Work order: Retype only what runs from the first line of the listing to the line holding "index tip: (1239, 749)", both included. Do not retype the pictures.

※ ※ ※

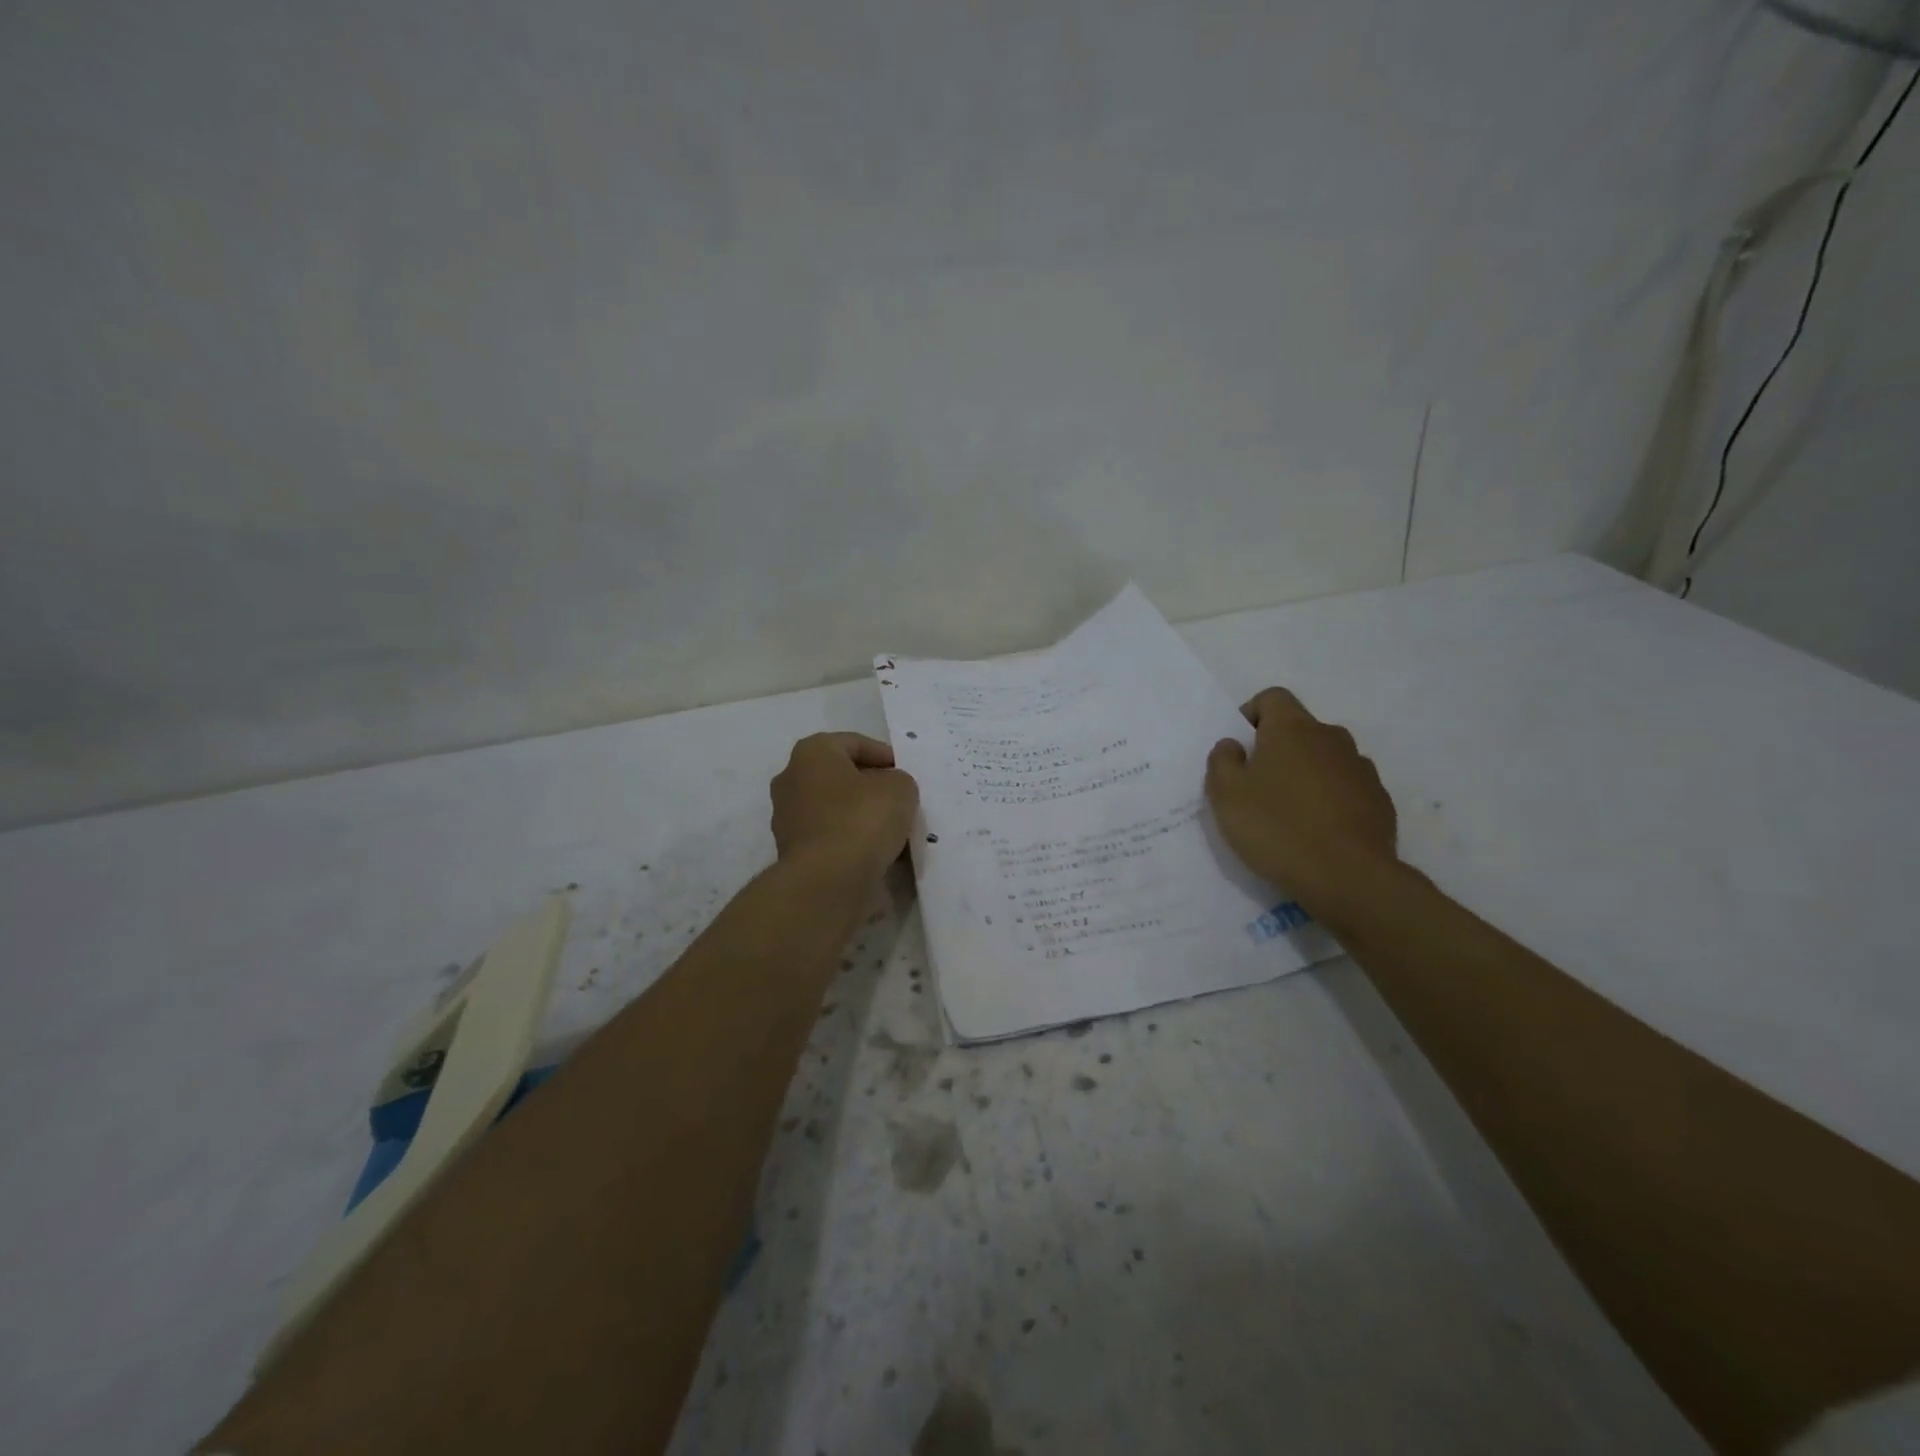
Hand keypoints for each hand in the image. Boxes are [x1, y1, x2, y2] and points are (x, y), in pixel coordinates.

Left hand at [770, 733, 920, 883]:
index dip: (884, 756)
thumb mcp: (900, 788)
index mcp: (811, 753)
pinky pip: (831, 838)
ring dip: (862, 817)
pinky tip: (877, 855)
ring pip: (835, 809)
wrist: (827, 881)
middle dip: (871, 788)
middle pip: (841, 777)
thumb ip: (898, 781)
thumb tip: (887, 792)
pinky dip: (852, 843)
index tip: (906, 774)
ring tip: (893, 833)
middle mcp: (791, 780)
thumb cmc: (862, 819)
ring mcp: (788, 818)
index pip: (854, 743)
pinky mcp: (793, 853)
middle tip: (900, 802)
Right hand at [1205, 688, 1399, 924]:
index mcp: (1292, 729)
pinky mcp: (1379, 800)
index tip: (1239, 749)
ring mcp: (1361, 769)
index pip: (1272, 698)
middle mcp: (1331, 738)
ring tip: (1289, 813)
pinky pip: (1346, 788)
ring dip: (1305, 775)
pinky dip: (1329, 799)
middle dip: (1277, 749)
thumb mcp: (1226, 795)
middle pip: (1299, 729)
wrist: (1349, 877)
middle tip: (1257, 786)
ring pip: (1324, 759)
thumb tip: (1233, 745)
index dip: (1251, 715)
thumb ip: (1222, 761)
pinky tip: (1317, 831)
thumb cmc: (1277, 828)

※ ※ ※

Written response:
Hand keypoints for each hand in the image. Boxes are [x1, y1, x2, y2] and points are (x, y), in pixel coordinates.

Left hand at [770, 733, 920, 883]:
index dip: (884, 756)
thumb mcp: (900, 788)
index mcp: (811, 753)
pinky pip: (831, 838)
ring dip: (862, 817)
pinky tip: (877, 855)
ring pip: (835, 809)
wrist: (827, 881)
middle dip: (871, 788)
middle pip: (841, 777)
thumb ip: (898, 781)
thumb tip: (887, 792)
pinky dip: (852, 843)
index tip: (906, 774)
ring tip: (893, 833)
middle mcp: (791, 780)
thumb cmc: (862, 819)
ring mcp: (788, 818)
index pip: (854, 743)
pinky mcp: (793, 853)
middle tip: (900, 802)
Right hand at [1205, 688, 1399, 924]:
index mcp: (1292, 729)
pinky mcp: (1379, 800)
index tip: (1239, 749)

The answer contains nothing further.